Instructions to follow |
All of the records below should be retyped exactly, with no pictures included.

*** Data for review Section Begins ***

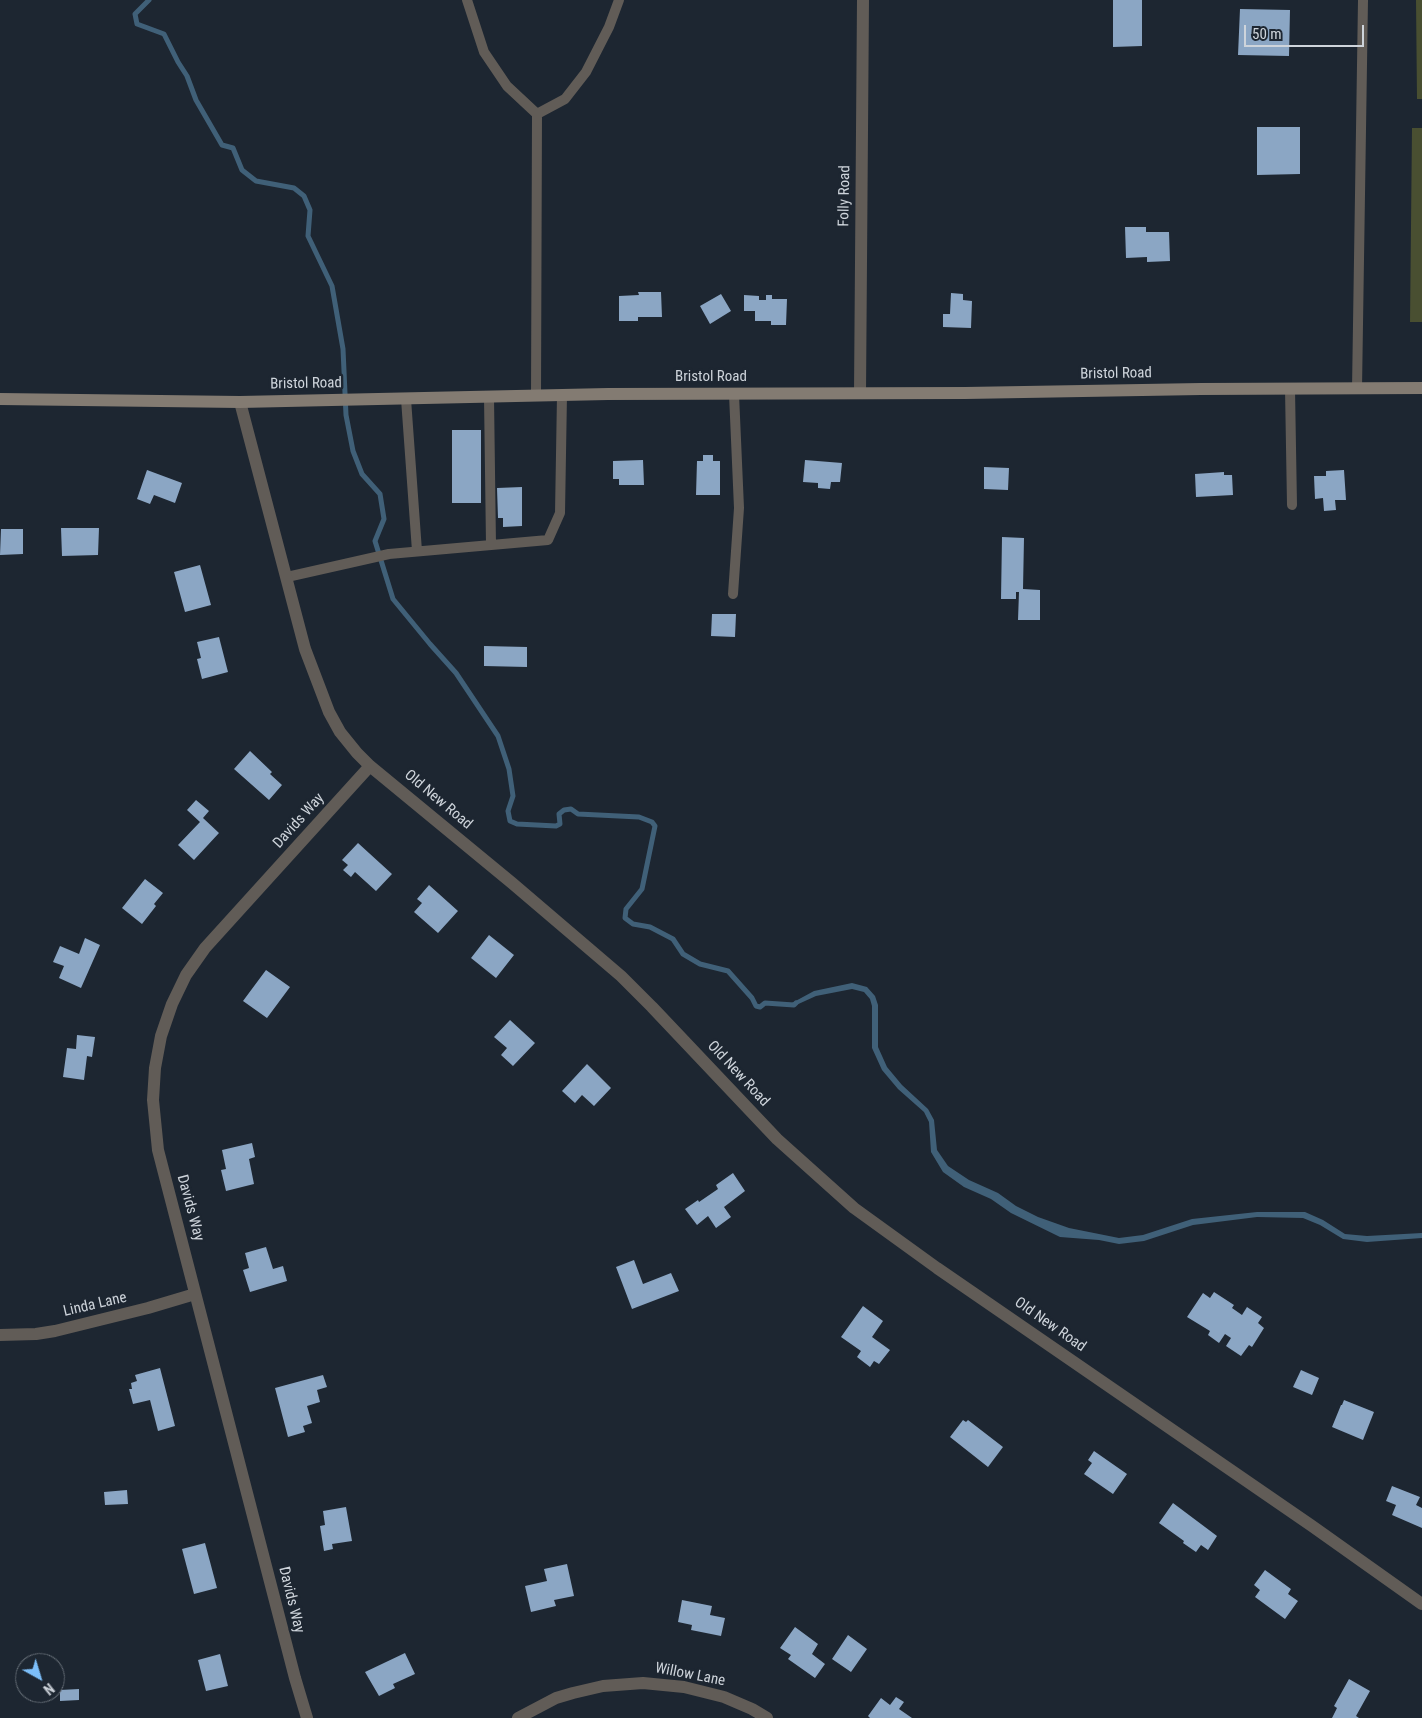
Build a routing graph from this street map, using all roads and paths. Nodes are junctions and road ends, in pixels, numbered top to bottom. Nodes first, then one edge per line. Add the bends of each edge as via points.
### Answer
1 (467, 0) edge
2 (619, 0) edge
3 (863, 0) edge
4 (1363, 0) edge
5 (537, 114) junction
6 (1422, 388) edge
7 (1290, 389) junction
8 (1357, 389) junction
9 (860, 393) junction
10 (734, 394) junction
11 (562, 395) junction
12 (536, 396) junction
13 (489, 397) junction
14 (406, 398) junction
15 (0, 399) edge
16 (240, 402) junction
17 (1292, 504) dead end
18 (491, 545) junction
19 (417, 552) junction
20 (287, 576) junction
21 (733, 594) dead end
22 (370, 766) junction
23 (196, 1294) junction
24 (0, 1335) edge
25 (1422, 1604) edge
26 (307, 1718) edge
27 (518, 1718) edge
28 (767, 1718) edge

1 - 5 lane via 484,52 507,86
2 - 5 lane via 586,72 565,99
3 - 9 street, Folly Road
4 - 8 lane
5 - 12 lane
6 - 8 main road, Bristol Road
7 - 8 main road, Bristol Road
7 - 9 main road, Bristol Road
7 - 17 lane
9 - 10 main road, Bristol Road
10 - 11 main road, Bristol Road
10 - 21 lane via 739,508
11 - 12 main road, Bristol Road
11 - 18 lane via 560,513 548,540
12 - 13 main road, Bristol Road
13 - 14 main road, Bristol Road
13 - 18 lane
14 - 16 main road, Bristol Road
14 - 19 lane
15 - 16 main road, Bristol Road
16 - 20 street, Old New Road
18 - 19 lane
19 - 20 lane via 371,557
20 - 22 street, Old New Road via 305,649 324,702 334,723
22 - 23 street, Davids Way via 205,948 186,975 161,1036 154,1068 153,1100 158,1150
22 - 25 street, Old New Road via 621,976 777,1140 854,1208
23 - 24 street, Linda Lane via 55,1331
23 - 26 street, Davids Way
27 - 28 street, Willow Lane via 573,1693 603,1686 643,1683 684,1687 724,1697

*** Data for review Section Ends ***

Response to this task |
Build a routing graph from this street map, using all roads and paths. Nodes are junctions and road ends, in pixels, numbered top to bottom. Nodes first, then one edge per line. Add the bends of each edge as via points.
### Answer
1 (467, 0) edge
2 (619, 0) edge
3 (863, 0) edge
4 (1363, 0) edge
5 (537, 114) junction
6 (1422, 388) edge
7 (1290, 389) junction
8 (1357, 389) junction
9 (860, 393) junction
10 (734, 394) junction
11 (562, 395) junction
12 (536, 396) junction
13 (489, 397) junction
14 (406, 398) junction
15 (0, 399) edge
16 (240, 402) junction
17 (1292, 504) dead end
18 (491, 545) junction
19 (417, 552) junction
20 (287, 576) junction
21 (733, 594) dead end
22 (370, 766) junction
23 (196, 1294) junction
24 (0, 1335) edge
25 (1422, 1604) edge
26 (307, 1718) edge
27 (518, 1718) edge
28 (767, 1718) edge

1 - 5 lane via 484,52 507,86
2 - 5 lane via 586,72 565,99
3 - 9 street, Folly Road
4 - 8 lane
5 - 12 lane
6 - 8 main road, Bristol Road
7 - 8 main road, Bristol Road
7 - 9 main road, Bristol Road
7 - 17 lane
9 - 10 main road, Bristol Road
10 - 11 main road, Bristol Road
10 - 21 lane via 739,508
11 - 12 main road, Bristol Road
11 - 18 lane via 560,513 548,540
12 - 13 main road, Bristol Road
13 - 14 main road, Bristol Road
13 - 18 lane
14 - 16 main road, Bristol Road
14 - 19 lane
15 - 16 main road, Bristol Road
16 - 20 street, Old New Road
18 - 19 lane
19 - 20 lane via 371,557
20 - 22 street, Old New Road via 305,649 324,702 334,723
22 - 23 street, Davids Way via 205,948 186,975 161,1036 154,1068 153,1100 158,1150
22 - 25 street, Old New Road via 621,976 777,1140 854,1208
23 - 24 street, Linda Lane via 55,1331
23 - 26 street, Davids Way
27 - 28 street, Willow Lane via 573,1693 603,1686 643,1683 684,1687 724,1697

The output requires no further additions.